The sequencing of biologic agents used in metastatic colorectal cancer can affect the outcomes. We analyzed a multicenter registry to address a question that could not be answered using current clinical trial data. We found that whether or not patients had received previous bevacizumab, the effect of epidermal growth factor receptor antibodies in later lines of therapy was maintained.

Background:

The FIRE-3 [5-fluorouracil, folinic acid, and irinotecan (FOLFIRI) plus cetuximab versus FOLFIRI plus bevacizumab in first line treatment colorectal cancer (CRC)] study reported that first-line FOLFIRI plus cetuximab versus FOLFIRI plus bevacizumab resulted in similar progression-free survival (PFS) but improved overall survival (OS). A potential explanation is that the initial biologic agent administered in metastatic CRC (mCRC) affects later line efficacy of the other treatments.

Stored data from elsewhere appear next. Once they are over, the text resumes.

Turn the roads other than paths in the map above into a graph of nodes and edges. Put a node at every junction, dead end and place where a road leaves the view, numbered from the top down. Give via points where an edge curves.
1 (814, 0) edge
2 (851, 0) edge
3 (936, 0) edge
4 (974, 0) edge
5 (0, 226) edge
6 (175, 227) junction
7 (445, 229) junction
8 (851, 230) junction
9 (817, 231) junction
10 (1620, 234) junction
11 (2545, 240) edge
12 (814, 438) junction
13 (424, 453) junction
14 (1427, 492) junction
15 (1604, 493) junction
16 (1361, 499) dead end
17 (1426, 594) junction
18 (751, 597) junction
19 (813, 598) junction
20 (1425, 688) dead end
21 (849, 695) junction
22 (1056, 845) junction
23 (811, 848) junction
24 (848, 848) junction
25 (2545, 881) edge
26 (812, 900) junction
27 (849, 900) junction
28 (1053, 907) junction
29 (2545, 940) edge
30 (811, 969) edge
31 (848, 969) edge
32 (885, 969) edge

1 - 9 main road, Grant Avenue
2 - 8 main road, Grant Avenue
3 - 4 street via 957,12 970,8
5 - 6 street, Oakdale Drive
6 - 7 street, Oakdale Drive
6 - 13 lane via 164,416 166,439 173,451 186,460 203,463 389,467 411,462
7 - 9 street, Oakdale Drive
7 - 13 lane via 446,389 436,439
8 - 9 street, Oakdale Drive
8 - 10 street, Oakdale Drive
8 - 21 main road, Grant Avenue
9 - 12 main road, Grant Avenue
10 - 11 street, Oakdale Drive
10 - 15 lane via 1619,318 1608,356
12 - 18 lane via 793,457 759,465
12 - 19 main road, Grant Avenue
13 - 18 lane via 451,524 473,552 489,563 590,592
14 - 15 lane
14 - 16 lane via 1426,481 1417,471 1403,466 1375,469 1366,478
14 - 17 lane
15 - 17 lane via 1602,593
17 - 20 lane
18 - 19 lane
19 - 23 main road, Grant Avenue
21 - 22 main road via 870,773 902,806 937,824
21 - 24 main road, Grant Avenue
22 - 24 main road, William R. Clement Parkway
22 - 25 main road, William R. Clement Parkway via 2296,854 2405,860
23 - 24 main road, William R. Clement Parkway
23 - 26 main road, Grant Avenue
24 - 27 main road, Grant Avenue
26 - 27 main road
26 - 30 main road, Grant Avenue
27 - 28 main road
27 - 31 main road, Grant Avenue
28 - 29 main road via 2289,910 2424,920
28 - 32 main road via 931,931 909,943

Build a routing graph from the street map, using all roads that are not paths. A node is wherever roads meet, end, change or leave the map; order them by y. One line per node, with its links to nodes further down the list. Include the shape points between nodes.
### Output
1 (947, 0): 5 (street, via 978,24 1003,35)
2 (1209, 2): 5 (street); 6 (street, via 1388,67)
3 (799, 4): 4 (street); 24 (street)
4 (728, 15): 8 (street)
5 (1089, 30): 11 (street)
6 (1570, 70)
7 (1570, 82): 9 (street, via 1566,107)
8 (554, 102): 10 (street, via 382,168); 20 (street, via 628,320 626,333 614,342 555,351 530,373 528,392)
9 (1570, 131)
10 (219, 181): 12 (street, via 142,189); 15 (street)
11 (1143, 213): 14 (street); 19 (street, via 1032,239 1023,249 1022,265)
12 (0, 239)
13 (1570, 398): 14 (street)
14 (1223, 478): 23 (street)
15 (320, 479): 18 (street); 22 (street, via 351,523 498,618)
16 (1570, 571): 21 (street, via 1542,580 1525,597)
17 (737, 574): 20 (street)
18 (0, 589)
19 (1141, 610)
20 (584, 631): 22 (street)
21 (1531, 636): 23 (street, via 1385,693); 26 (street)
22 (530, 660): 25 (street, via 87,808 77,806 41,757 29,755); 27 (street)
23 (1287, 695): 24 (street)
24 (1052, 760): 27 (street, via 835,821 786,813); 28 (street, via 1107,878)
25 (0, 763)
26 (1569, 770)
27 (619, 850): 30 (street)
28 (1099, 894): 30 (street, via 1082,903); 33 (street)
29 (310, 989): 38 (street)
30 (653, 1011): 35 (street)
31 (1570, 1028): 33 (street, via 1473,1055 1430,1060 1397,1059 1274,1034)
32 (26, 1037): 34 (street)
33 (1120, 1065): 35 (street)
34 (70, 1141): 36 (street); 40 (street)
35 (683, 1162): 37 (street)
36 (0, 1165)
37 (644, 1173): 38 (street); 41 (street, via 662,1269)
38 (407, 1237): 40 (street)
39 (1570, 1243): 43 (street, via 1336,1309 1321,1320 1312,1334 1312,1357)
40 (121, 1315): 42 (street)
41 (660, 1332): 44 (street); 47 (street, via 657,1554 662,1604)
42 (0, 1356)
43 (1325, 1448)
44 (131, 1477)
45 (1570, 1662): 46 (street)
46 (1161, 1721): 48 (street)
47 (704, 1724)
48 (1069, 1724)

We sought to test this hypothesis.

Materials and Methods:

We interrogated our mCRC registry (Treatment of Recurrent and Advanced Colorectal Cancer) regarding treatment and outcome data for RAS wild-type patients receiving epidermal growth factor receptor inhibitors (EGFRIs) in second and subsequent lines. Survival outcomes from the beginning of EGFRI use were determined as a function of previous bevacizumab use and the interval between ceasing bevacizumab and beginning EGFRI use.

Results:

Of 2061 patients, 222 eligible patients were identified, of whom 170 (77%) had received previous bevacizumab and 52 (23%) had not. PFS and OS from the start of EGFRIs did not differ by previous bevacizumab use (3.8 vs. 4.2 months; hazard ratio [HR], 1.12; P = .81; 9.0 vs. 9.2 months; HR, 1.19; P = .48, respectively) for the whole cohort or when analyzed by the primary tumor side (HR for left side, 1.07; P = .57; HR for right side, 1.2; P = .52). PFS was significantly shorter with right-sided primary tumors when the interval between bevacizumab and EGFRI use was < 6 versus > 6 months (median, 2.2 vs. 6 months; HR, 2.23; P = .01) but not with left-sided tumors (median, 4.2 vs. 5.5 months; HR, 1.12; P = .26).

Conclusion:

Previous bevacizumab use had no effect on the activity of subsequent EGFRIs. The apparent effect of time between biologic agents in right-sided tumors might reflect patient selection.